Entretanto, paralelamente, na passada segunda-feira iniciou-se em Genebra a sétima ronda dos Diálogos Intra-Sírios. A ronda anterior terminou em 19 de maio, durante a qual a delegação da República Árabe da Síria realizou várias sessões de conversações com o Enviado Especial para a Síria, Steffan de Mistura, com reuniões de especialistas que não abordaram nenhuma das quatro questões colocadas pelas alteridades sírias na quarta ronda, concluída em 3 de Março, a saber, o combate ao terrorismo, o governo, a constituição e as eleições.
Na quinta ronda, concluída em 31 de Março, a parte governamental apresentou vários documentos ao longo de oito dias ao Enviado Especial da ONU para a Síria, o primeiro dos quais foi contra o terrorismo e outro referente aos Princípios Gerais para uma solução política. Mas os grupos de oposição não responderam a nenhum desses documentos.
Embora não do Médio Oriente, mas estando associado a todo o processo negocial na região, a questão da crise na Ucrânia, abordada também na cimeira do G-20, será objecto de reuniões a realizar em breve em Moscovo entre Lavrov e Kurt Volker, o novo enviado de Washington para esta questão regional, com vista a um cessar-fogo na região do Donbass (Luhansk e Donetsk, em conflito com Kiev, que as tem fustigado militarmente, após a declaração esmagadora de independência das suas populações).
É, à partida, positivo que os EUA concordem em trabalhar para aplicar os acordos de Minsk e o formato Normandia, normas vigentes para a paz. Mas quanto ao Donbass, é claro que Donald Trump pouco se preocupa com que se mantenha em Kiev um governo fascista, ao contrário do que, pelo menos em palavras, era a atitude de Obama.
A batalha de Mossul traduziu-se em 265 dias de destruição, de um imenso sofrimento da sua população, de mortos civis e militares de ambas as partes, muitos resultantes de execuções sumárias pelos assassinos do Daesh (que o senador Republicano John MacCain, hoje campeão da luta contra Trump, acarinhou no seu início, tendo tido pelo menos uma reunião com o futuro «califa», agora morto num raide aéreo).
Em Mossul registaram-se execuções sumárias pelo Daesh mas em que as forças iraquianas participaram.
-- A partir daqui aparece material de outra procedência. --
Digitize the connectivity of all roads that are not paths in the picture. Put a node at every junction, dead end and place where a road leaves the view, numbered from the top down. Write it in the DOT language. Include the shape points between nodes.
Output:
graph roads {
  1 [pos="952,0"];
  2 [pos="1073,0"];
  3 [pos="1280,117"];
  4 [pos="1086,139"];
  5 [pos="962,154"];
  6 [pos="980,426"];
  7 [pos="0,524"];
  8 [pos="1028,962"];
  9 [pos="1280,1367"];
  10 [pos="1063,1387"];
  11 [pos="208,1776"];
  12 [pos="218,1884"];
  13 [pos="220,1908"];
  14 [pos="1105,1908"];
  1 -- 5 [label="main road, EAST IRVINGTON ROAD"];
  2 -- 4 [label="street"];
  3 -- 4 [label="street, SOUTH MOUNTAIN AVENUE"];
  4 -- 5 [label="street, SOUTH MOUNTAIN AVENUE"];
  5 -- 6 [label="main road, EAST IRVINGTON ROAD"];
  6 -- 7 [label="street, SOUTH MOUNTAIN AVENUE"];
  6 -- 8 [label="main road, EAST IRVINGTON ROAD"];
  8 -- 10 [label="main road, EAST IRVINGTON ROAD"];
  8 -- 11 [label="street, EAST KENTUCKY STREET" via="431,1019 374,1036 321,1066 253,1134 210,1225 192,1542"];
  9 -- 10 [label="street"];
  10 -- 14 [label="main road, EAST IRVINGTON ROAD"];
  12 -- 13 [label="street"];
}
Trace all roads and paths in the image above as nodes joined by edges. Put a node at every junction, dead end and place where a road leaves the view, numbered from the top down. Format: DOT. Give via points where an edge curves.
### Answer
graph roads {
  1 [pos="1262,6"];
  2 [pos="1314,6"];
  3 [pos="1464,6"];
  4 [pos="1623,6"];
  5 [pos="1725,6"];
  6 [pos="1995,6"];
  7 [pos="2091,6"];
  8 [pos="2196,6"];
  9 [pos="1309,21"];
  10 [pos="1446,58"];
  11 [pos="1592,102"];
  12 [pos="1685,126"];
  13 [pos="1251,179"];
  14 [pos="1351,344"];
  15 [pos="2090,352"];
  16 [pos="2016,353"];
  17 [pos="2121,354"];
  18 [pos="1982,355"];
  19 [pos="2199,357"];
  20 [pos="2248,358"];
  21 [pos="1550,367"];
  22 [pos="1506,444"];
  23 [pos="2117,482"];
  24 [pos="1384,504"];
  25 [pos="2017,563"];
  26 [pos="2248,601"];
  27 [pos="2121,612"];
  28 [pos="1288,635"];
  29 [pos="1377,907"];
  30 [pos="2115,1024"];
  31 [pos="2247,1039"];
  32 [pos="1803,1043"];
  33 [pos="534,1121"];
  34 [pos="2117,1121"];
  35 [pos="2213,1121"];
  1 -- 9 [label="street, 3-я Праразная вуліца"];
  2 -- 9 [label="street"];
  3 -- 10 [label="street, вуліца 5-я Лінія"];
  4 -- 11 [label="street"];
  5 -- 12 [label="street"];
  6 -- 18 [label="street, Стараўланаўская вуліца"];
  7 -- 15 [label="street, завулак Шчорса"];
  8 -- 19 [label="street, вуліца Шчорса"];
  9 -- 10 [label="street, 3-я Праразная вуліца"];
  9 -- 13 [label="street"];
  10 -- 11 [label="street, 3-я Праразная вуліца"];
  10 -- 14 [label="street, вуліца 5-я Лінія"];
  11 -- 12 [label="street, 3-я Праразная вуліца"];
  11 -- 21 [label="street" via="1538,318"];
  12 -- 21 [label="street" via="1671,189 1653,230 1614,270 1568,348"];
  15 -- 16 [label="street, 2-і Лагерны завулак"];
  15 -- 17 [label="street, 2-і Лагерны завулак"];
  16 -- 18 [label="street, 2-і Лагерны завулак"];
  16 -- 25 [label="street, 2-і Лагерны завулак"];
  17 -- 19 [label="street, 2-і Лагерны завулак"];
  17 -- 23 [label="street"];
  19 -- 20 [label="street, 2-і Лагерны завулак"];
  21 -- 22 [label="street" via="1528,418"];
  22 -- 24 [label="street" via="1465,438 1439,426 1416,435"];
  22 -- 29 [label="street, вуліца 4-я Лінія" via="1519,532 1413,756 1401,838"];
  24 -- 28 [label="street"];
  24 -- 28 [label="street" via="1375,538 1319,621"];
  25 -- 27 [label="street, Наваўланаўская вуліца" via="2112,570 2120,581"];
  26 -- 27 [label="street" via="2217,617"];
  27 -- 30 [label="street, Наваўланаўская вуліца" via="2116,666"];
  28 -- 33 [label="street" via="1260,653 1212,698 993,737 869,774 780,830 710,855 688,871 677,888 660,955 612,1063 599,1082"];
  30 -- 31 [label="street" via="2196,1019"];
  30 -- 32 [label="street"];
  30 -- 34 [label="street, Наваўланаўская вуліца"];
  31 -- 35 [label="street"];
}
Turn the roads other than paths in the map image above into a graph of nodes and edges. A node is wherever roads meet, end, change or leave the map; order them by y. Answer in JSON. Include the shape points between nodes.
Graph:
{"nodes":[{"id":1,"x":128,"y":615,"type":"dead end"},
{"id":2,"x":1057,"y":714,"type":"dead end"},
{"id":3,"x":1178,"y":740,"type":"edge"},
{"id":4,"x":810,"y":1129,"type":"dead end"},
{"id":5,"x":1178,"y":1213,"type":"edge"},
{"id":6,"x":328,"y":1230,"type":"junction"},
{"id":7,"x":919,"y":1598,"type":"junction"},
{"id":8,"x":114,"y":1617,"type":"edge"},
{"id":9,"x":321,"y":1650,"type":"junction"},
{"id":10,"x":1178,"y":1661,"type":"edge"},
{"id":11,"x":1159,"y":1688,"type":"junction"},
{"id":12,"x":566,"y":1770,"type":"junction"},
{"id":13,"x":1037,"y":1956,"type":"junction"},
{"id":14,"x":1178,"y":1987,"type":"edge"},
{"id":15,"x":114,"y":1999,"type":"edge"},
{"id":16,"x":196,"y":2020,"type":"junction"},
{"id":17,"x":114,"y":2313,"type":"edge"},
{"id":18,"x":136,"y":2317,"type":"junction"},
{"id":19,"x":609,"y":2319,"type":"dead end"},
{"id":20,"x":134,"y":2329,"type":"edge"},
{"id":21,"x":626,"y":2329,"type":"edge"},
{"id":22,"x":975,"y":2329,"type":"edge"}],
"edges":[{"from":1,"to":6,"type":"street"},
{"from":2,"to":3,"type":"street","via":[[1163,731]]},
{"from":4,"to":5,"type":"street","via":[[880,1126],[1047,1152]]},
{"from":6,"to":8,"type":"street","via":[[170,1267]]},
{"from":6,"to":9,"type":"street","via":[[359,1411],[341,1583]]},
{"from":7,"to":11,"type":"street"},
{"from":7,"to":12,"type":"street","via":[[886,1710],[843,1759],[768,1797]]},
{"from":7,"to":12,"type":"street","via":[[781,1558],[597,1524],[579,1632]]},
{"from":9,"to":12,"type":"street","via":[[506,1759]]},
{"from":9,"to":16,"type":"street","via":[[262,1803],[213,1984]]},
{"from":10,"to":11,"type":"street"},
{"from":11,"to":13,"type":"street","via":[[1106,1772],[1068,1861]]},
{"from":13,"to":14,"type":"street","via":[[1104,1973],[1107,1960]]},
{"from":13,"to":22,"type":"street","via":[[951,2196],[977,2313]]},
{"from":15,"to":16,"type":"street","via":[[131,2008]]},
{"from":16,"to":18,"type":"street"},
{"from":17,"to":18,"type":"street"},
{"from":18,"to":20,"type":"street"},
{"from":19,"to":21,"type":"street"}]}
Depois da reconquista da margem esquerda do Tigre e da parte ocidental da cidade foi concluída agora a reconquista da parte oriental da cidade, a mais populosa. Cerca de um milhão de habitantes fugiu da cidade.
Os terroristas do Daesh recrutaram crianças como potenciais combatentes, oferecendo, por isso, recompensas às famílias respectivas. No processo de radicalização, usaram mecanismos que fizeram apelo ao entusiasmo com a violência nessas crianças, acabando a personalidade destas formada num protagonismo em tempos de guerra e influenciada por ideias extremistas, com reflexos no futuro. Os mesmos efeitos se sentirão na reconquista progressiva de cidades na Síria. Os processos de integração em novas sociedades serão complexos e exigirão um acompanhamento por profissionais preparados para o efeito. Mas não apenas com as crianças este acompanhamento terá que ocorrer.
O restabelecimento da normalidade de uma vida diferente nestes territórios carece de reconstrução, realojamento, novas redes de água, gás e electricidade, reconstrução de estradas, pontes e aeroportos, criação de emprego, construção de novas escolas, hospitais e serviços de apoio social, tribunais, polícia e a retoma e criação de uma nova actividade económica. Mas também de tratamento e acompanhamento psicológicos e recriação de valores éticos, morais, de convivência e de respeito de diferenças étnicas que a guerra exacerbou.
[Artigo tirado do sitio web portugués Abril Abril, do 17 de xullo de 2017]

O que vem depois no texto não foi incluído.